Die frage ist, baut Marzocchi oder andere hersteller solche Federgabeln in serie, wahrscheinlich nicht? Zudem gibt Ryan Leech auf seiner Seite eine kurze beschreibung zum umbau einer Marzocchi gabel, die Marzocchi aber nicht empfiehlt, und ich den umbau selber nicht machen würde, hab da kein Plan von.

Habt ihr erfahrungen zur meiner angelegenheit? 

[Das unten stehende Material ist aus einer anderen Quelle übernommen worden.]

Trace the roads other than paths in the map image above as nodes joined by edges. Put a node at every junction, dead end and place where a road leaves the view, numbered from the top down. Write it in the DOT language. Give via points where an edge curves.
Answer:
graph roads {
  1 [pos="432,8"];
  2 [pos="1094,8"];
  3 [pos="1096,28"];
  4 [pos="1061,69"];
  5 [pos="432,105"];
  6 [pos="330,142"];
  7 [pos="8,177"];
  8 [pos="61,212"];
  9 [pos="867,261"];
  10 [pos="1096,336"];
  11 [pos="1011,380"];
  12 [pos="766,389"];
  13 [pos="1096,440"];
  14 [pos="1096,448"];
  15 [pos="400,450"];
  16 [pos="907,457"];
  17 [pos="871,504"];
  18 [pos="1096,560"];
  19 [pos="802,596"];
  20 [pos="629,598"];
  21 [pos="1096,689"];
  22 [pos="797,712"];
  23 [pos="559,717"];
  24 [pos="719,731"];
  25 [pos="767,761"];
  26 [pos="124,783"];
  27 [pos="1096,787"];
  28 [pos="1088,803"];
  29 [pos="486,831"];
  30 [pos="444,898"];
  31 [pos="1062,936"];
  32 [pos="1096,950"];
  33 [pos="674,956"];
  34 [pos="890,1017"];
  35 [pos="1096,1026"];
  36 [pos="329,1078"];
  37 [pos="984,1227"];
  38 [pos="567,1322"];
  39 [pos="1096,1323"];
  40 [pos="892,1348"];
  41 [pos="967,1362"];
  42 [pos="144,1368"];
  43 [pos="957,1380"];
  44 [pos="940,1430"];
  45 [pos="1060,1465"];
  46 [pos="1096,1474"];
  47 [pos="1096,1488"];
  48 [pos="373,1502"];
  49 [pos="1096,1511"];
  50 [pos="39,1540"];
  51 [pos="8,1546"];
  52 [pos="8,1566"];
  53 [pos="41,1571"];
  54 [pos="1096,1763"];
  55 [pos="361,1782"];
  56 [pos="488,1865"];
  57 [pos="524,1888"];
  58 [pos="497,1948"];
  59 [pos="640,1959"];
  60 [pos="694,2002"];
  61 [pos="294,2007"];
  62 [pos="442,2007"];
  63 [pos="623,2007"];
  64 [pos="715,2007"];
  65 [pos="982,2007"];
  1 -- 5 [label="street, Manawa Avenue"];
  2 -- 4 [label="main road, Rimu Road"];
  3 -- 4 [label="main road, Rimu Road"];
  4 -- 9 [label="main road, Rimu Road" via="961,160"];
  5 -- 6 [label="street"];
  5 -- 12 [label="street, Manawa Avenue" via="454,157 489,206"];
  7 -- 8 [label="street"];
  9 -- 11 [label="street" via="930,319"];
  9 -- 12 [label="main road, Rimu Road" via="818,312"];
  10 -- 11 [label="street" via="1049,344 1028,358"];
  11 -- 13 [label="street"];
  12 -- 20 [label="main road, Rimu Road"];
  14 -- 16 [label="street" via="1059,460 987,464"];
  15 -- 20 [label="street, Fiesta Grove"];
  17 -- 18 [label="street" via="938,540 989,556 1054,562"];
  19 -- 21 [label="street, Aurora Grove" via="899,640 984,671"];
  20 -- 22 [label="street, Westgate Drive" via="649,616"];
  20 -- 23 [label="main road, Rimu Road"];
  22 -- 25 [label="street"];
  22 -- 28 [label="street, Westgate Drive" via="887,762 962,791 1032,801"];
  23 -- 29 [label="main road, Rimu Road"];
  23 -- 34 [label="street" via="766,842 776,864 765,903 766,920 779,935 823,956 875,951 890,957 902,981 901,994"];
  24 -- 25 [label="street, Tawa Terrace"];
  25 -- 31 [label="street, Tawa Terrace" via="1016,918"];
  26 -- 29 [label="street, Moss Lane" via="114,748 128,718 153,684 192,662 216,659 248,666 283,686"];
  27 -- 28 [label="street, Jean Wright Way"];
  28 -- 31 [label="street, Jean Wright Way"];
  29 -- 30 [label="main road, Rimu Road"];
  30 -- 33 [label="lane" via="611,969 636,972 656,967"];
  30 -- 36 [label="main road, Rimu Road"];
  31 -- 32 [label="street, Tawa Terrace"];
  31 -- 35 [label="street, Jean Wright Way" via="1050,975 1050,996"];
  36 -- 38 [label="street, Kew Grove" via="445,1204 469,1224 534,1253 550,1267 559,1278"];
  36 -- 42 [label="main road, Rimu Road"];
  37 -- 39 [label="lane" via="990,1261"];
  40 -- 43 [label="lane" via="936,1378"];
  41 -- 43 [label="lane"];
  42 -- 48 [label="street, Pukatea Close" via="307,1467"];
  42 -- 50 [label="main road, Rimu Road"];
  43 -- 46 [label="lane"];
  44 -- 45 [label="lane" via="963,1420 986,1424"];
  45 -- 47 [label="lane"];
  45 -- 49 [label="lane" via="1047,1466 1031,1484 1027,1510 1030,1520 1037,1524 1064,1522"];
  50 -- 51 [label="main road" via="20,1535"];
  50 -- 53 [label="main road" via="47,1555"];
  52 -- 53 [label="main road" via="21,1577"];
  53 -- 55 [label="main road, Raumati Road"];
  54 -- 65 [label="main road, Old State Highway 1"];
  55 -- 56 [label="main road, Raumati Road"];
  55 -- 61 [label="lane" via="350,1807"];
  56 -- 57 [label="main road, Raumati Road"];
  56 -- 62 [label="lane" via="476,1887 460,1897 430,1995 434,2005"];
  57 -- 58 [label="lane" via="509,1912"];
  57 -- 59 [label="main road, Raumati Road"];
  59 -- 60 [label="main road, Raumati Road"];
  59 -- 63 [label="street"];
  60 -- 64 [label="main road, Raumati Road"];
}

Eine anmerkung bitte noch, wenn mich jemand belehren möchte das man Trial mit einer Starrgabel fährt, ihr habt recht, ich fahre ein reinrassiges Trialbike, die federgabel brauch ich für mein anderes Rad.


----------



## Trialside (3. Juni 2007)

Ryan Leech fährt soweit ich weiß ne Marzocchi MX Comp.
Die harte Abstimmung bekommst du durch härtere Federn hin. Wenn du das nicht selber machen willst da nn bring die Gabel einfach zu nem Marzocchi-Dealer. Die haben das nötige Know-How und das nötige Werkzeug


----------



## MTB-News.de




----------



## Bikefritzel (3. Juni 2007)

oder die mx comp air da kannst einfach an der tanke die luft reinhauen...


----------



## 525Rainer (3. Juni 2007)

http://www.dominikraab.com/

dominik fährt die...
auf seiner seite auf bike klicken und dann steht da:
 Gabel: modifizierte Marzocchi MX Comp 60mm Federweg

mail ihn halt mal an.. servus rainer


----------



## LBC (3. Juni 2007)

Von den Kerl wußte ich noch gar nichts, sehr guter Tipp ich werde mich mit ihn in verbindung setzen. Danke


----------



## Trialside (4. Juni 2007)

Die Variante mit Luft ist natürlich einfach. Aber ich Glaub nicht dass er die dann hart und auf 60mm runter bekommt...


----------



## Dominik (4. Juni 2007)

Hallo,

Ich fahre eine MX Comp (Luftgabel) auf ca. 60mm reduziert... Zusätzlich ist im linken gabelholm noch eine Stahlfeder eingebaut... das bewirkt, dass die Gabel schwerer durchschlägt!
kann die MX Comp auf jeden Fall für Street Trial weiterempfehlen, weil sie eine recht leichte gabel ist, gut hält und einfach umzubauen ist!

Grüße,
Dominik


----------



## Basti.heinrich (8. Juni 2007)

Bikefritzel schrieb:


> oder die mx comp air da kannst einfach an der tanke die luft reinhauen...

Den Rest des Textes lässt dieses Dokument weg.